Cold-sensitive Mutants of Salmonella typhimurium Defective in Uridine Monophosphate Kinase (pyrH)

Abstract

Abstract Conditional mutants of Salmonella typhimurium carrying mutations in the structural gene encoding UMP kinase (pyrH) have been isolated. At 20° the mutants are unable to grow even in enriched medium, while they grow, although with somewhat reduced rates, in minimal medium at 37°. CMP kinase activity is not affected by the mutations indicating that the phosphorylation of CMP and UMP is carried out by different enzymes. When growing exponentially at 37° the mutants contain subnormal UTP pools and, as a consequence, derepressed levels of CMP kinase and aspartate carbamyltransferase. That the entire de novo biosynthetic pathway for UMP is derepressed is further indicated by the ability of the pyrH mutants to feed pyrimidine auxotrophs.
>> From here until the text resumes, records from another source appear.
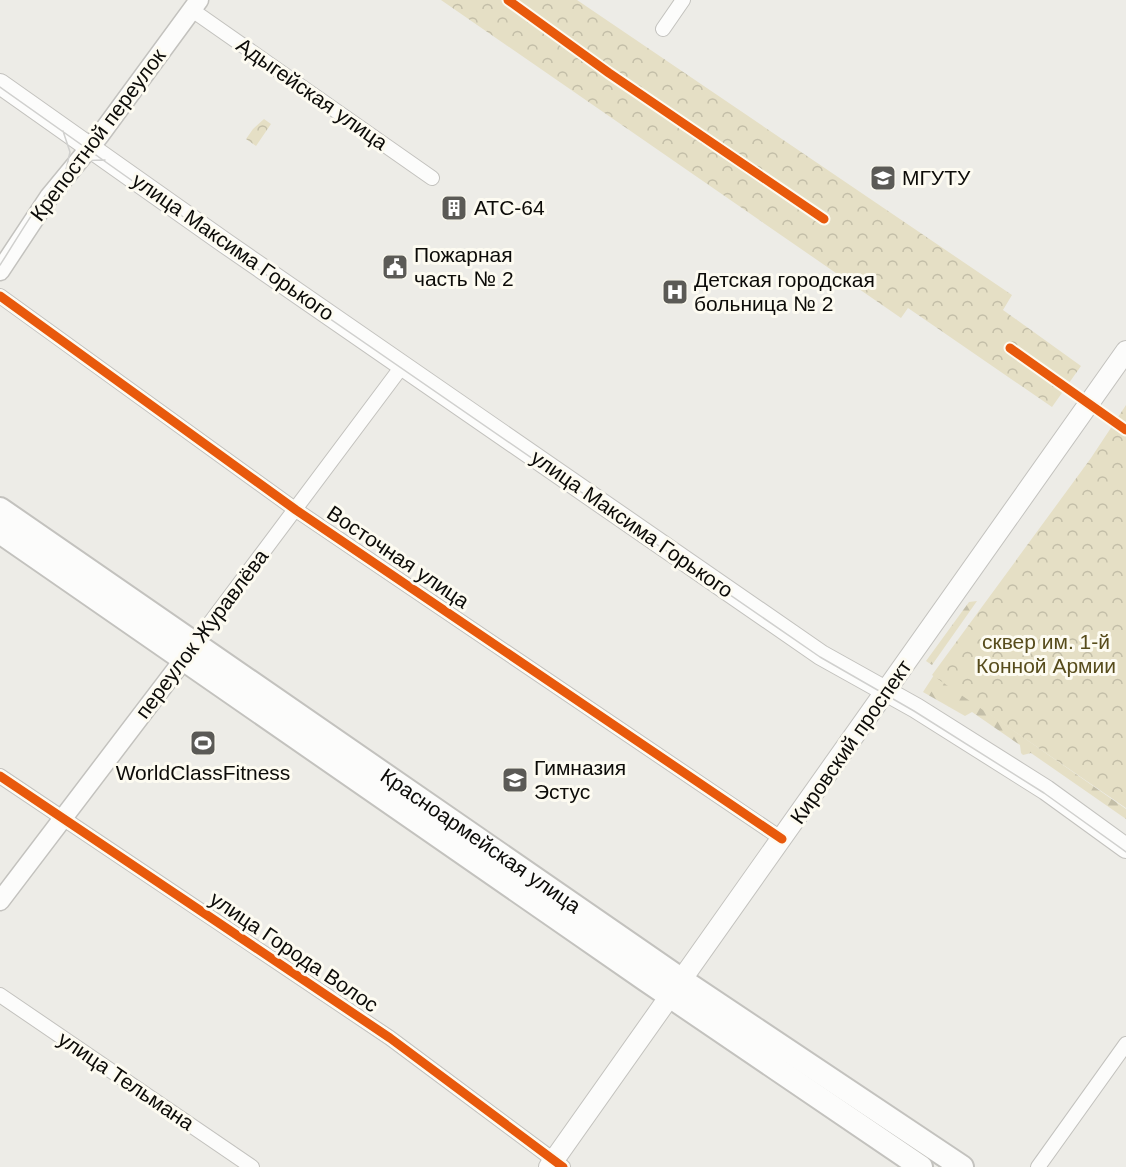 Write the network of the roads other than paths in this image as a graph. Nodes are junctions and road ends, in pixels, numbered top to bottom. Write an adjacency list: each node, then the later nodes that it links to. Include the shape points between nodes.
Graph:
1 (682, 0): 3 (street)
2 (195, 5): 5 (street, Крепостной переулок); 6 (street, Адыгейская улица)
3 (663, 29)
4 (0, 84): 5 (main road, улица Максима Горького)
5 (89, 146): 7 (street, Крепостной переулок, via 49,197); 10 (main road, улица Максима Горького)
6 (432, 178)
7 (0, 271)
8 (0, 296): 12 (street, Восточная улица)
9 (1126, 351): 15 (main road, Кировский проспект)
10 (403, 365): 12 (street, переулок Журавлёва); 15 (main road, улица Максима Горького, via 822,655)
11 (0, 509): 14 (main road, Красноармейская улица)
12 (296, 510): 14 (street, переулок Журавлёва); 18 (street, Восточная улица)
13 (0, 532): 14 (main road, Красноармейская улица)
14 (190, 651): 17 (street, переулок Журавлёва); 21 (main road, Красноармейская улица)
15 (887, 691): 18 (main road, Кировский проспект); 19 (main road, улица Максима Горького, via 1046,790)
16 (0, 776): 17 (street, улица Города Волос)
17 (62, 819): 20 (street, переулок Журавлёва); 24 (street, улица Города Волос, via 390,1038)
18 (782, 839): 21 (main road, Кировский проспект)
19 (1126, 848)
20 (0, 901)
21 (676, 988): 24 (main road, Кировский проспект); 26 (main road, Красноармейская улица); 27 (main road, Красноармейская улица)
22 (0, 995): 25 (street, улица Тельмана)
23 (1126, 1044): 28 (street)
24 (555, 1165)
25 (252, 1167)
26 (921, 1167)
27 (962, 1167)
28 (1038, 1167) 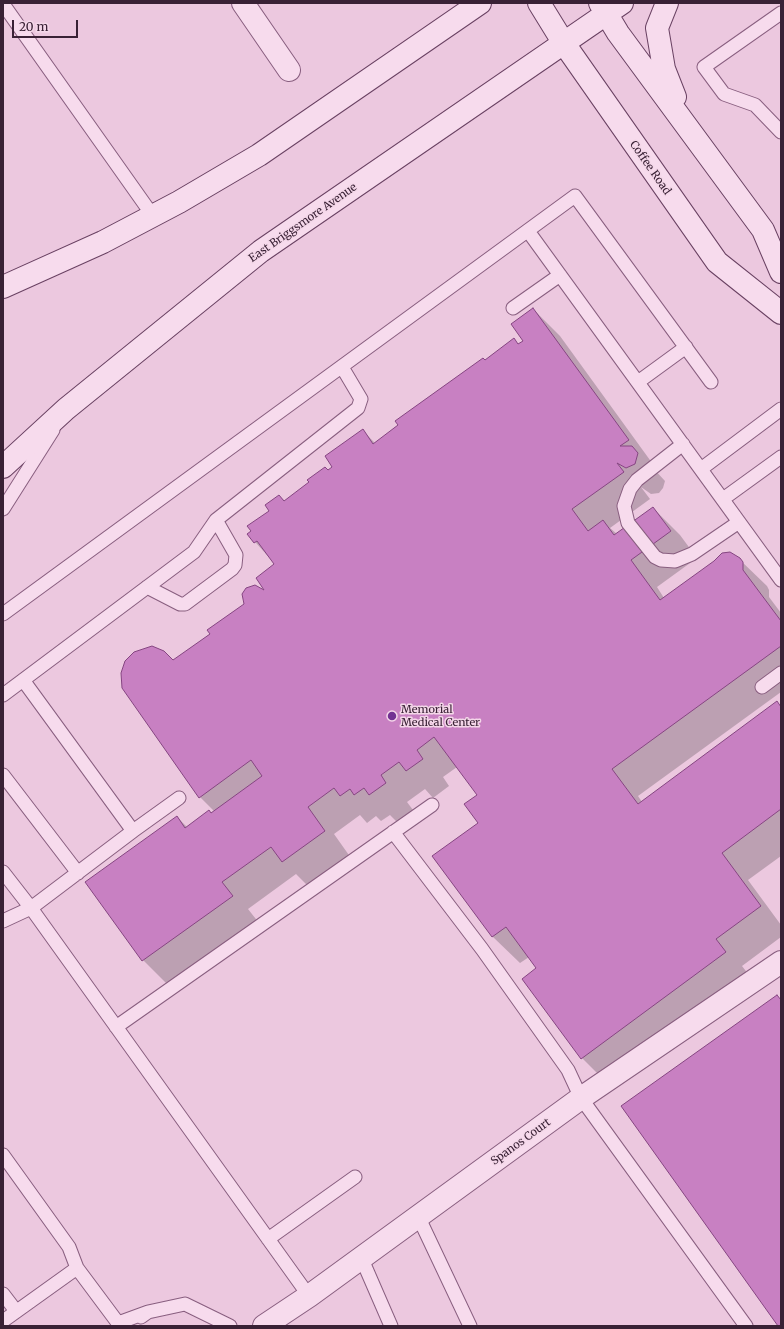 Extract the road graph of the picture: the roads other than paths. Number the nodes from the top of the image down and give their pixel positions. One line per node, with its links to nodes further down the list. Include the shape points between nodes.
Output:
1 (243, 3): 11 (main road)
2 (455, 3): 9 (main road)
3 (480, 3): 9 (main road)
4 (539, 3): 10 (main road, Coffee Road)
5 (667, 3): 12 (main road, via 657,28 664,69)
6 (3, 4): 14 (lane)
7 (609, 7): 10 (main road, East Briggsmore Avenue); 12 (main road, via 618,33)
8 (781, 13): 13 (lane, via 704,67 724,94 754,105)
9 (435, 34): 14 (main road, via 259,155)
10 (563, 42): 20 (main road, Coffee Road, via 717,262); 25 (main road, East Briggsmore Avenue, via 261,251)
11 (289, 70)
12 (684, 122): 16 (main road, via 763,230)
13 (781, 132)
14 (153, 216): 18 (main road)
15 (528, 231): 17 (lane); 21 (lane, via 576,196); 22 (lane)
16 (781, 272)
17 (560, 275): 19 (lane); 23 (lane)
18 (3, 287)
19 (513, 308)
20 (781, 313)
21 (686, 347): 23 (lane); 24 (lane)
22 (342, 366): 33 (lane, via 361,399 358,408); 37 (lane)
23 (638, 382): 27 (lane)
24 (711, 382)
25 (66, 409): 29 (main road, East Briggsmore Avenue); 32 (lane)
26 (781, 409): 30 (lane)
27 (683, 444): 30 (lane); 34 (lane, via 637,480 630,489 624,506 628,523 655,557 675,561 692,554)
28 (781, 457): 31 (lane)
29 (3, 467)
30 (701, 469): 31 (lane)
31 (723, 499): 34 (lane)
32 (3, 509)
33 (216, 520): 36 (lane, via 194,552); 36 (lane, via 236,556 232,569 185,604 180,604)
34 (739, 522): 35 (lane)
35 (781, 580)
36 (147, 587): 39 (lane)
37 (3, 614)
38 (781, 673): 40 (lane)
39 (23, 680): 41 (lane); 45 (lane)
40 (762, 687)
41 (3, 695)
42 (3, 775): 48 (lane)
43 (179, 798): 45 (lane)
44 (432, 805): 46 (lane)
45 (133, 830): 48 (lane)
46 (393, 832): 52 (lane); 53 (lane, via 482,949 568,1070)
47 (3, 872): 49 (lane)
48 (78, 873): 49 (lane)
49 (31, 908): 50 (lane); 52 (lane)
50 (3, 921)
51 (780, 966): 53 (main road, Spanos Court)
52 (116, 1027): 57 (lane)
53 (581, 1098): 56 (main road, Spanos Court); 70 (lane)
54 (3, 1155): 59 (lane, via 69,1247)
55 (355, 1177): 57 (lane)
56 (418, 1216): 58 (main road, Spanos Court); 69 (lane)
57 (268, 1239): 61 (lane)
58 (361, 1257): 61 (main road, Spanos Court); 68 (lane)
59 (77, 1268): 62 (lane); 63 (lane, via 118,1323)
60 (3, 1294): 62 (lane)
61 (309, 1296): 67 (main road, Spanos Court)
62 (16, 1312): 64 (lane)
63 (148, 1312): 65 (lane); 66 (lane, via 185,1304)
64 (3, 1321)
65 (128, 1326)
66 (230, 1326)
67 (264, 1326)
68 (391, 1326)
69 (470, 1326)
70 (746, 1326)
Interrupted matings place pyrH at about 10 min on the S. typhimurium map. It cotransduces with the gene, pan, at a frequency of about 30% using the Escherichia coli phage Plkc. No cotransduction between pyrH and pan was found with the smaller Salmonella phage P22. The suggestion is made that the sole function of CMP kinase is to recycle products of turnover of mRNA.